Tracing the path of an old Danish cart road, the trail offers glimpses of sugar cane fields and -- if you are lucky and observant -- three species of lizard, mongoose, snakes, tree frogs, and whitetail deer. Some native trees are identified with plaques, but it's well worthwhile to join a ranger-led hike. Expert guides like U.S. Park Ranger Don Neer are a font of information about local history as well as the native flora and fauna, pointing out termite nests, wild coffee, the Bayrum tree whose fragrant leaves are used to produce men's cologne and aftershave, and a 200-year-old Kapok tree, which the Tainos used to make their canoes. In the wood of these trees you also may spy the faces of jumbies, the mischevious woodland spirits of local lore.

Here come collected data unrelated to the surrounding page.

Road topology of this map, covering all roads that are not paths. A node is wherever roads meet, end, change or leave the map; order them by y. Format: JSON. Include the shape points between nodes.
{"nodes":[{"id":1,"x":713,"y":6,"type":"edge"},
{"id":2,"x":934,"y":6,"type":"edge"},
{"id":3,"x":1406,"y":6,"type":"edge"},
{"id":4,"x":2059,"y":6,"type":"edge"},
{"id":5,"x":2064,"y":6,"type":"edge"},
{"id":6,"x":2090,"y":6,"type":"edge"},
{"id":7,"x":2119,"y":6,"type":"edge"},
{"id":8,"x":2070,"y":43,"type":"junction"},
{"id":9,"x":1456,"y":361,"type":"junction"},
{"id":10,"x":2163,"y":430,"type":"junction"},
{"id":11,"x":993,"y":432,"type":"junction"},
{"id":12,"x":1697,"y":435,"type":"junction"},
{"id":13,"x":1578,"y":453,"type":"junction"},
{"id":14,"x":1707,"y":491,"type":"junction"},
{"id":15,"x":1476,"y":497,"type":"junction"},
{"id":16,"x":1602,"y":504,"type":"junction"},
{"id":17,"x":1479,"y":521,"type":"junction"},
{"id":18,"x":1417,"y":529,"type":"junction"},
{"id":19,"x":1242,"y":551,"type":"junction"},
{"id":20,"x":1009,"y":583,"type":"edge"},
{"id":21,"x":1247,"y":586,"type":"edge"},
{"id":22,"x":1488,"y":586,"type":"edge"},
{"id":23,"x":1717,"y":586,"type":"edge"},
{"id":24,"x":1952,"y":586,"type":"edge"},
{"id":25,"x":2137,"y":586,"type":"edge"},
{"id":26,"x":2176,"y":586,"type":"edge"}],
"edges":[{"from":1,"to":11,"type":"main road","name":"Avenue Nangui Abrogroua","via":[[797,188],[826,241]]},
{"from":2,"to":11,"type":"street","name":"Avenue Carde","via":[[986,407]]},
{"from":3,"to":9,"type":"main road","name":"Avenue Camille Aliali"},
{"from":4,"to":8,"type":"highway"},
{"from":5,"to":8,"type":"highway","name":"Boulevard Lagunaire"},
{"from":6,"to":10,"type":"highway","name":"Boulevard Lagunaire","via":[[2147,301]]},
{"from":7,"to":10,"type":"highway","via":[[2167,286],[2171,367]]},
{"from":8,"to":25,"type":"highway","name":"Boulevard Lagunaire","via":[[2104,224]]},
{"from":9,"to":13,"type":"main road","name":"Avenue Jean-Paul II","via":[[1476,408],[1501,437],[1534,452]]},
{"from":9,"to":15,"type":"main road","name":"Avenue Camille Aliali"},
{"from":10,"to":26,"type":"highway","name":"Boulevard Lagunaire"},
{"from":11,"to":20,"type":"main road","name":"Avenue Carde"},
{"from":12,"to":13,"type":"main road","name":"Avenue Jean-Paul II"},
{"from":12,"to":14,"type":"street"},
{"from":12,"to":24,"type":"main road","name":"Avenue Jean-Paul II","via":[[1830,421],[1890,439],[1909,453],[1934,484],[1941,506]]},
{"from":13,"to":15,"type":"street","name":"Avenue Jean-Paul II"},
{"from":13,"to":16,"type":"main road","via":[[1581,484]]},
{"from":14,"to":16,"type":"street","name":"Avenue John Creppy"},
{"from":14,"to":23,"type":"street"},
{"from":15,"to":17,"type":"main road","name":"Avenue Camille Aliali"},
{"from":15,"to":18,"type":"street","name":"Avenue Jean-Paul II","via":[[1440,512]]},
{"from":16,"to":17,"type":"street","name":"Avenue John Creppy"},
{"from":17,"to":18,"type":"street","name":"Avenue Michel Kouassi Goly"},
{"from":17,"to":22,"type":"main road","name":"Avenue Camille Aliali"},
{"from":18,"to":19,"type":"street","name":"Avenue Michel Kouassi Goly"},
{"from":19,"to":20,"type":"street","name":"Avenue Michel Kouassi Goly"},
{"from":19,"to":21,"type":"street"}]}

The forest has long served as a pharmacy as well as a pantry and sort of a general store: native broom palms were used as thatch and, yes, brooms, and here and there you'll also see sweet, edible red limes and pinyons -- wild pineapples. the stinkey toe pod -- actually the fruit of the West Indian Locust -- smells like an old shoe but tastes like a mango. The iodine-like emissions of the gongolo centipede were once used as an anesthetic.

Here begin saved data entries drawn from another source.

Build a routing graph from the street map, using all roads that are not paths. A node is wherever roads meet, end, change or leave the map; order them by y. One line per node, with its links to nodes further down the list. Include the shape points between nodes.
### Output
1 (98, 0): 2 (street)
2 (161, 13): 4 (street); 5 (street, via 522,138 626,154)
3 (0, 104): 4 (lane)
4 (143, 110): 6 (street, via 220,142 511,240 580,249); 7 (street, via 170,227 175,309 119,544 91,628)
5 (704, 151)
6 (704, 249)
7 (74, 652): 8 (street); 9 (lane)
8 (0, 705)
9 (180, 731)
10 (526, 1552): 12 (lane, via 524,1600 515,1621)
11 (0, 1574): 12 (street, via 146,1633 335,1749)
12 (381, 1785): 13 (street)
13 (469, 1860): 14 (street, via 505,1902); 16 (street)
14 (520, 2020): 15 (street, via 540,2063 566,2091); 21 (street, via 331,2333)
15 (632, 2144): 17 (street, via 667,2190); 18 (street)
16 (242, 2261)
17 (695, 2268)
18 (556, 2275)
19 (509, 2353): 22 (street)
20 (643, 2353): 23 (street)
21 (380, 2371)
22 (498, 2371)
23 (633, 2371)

The land occcupied by the park was once a busy plantation and home to more than 3,000 slaves. Most left after emancipation in 1848, but 600 remained and continued to work the land, subsisting on the barter system and communal living until the 1950s. Terraced hillsides are a reminder that much of this area was once sugar cane fields.
Remnants of human habitation range from the mundane (an old kraal, or animal pen) to the awe-inspiring ruins of an ancient sugar mill. There's a strange beauty to the ruins, but Ranger Neer reminds us that this is the "physical manifestation of a horrific time," when African slaves were forced by their Danish masters to work 12- to 14-hour days in the sweltering heat. The broken-down walls exposed yellow and red brick from Holland, massively constructed to resist hurricanes and earthquakes.
From the mill it is a brief walk to the edge of Reef Bay, where you can cool off from the hike with a plunge in the warm tropical waters before catching a hired boat to your hotel or retracing your steps back to park headquarters.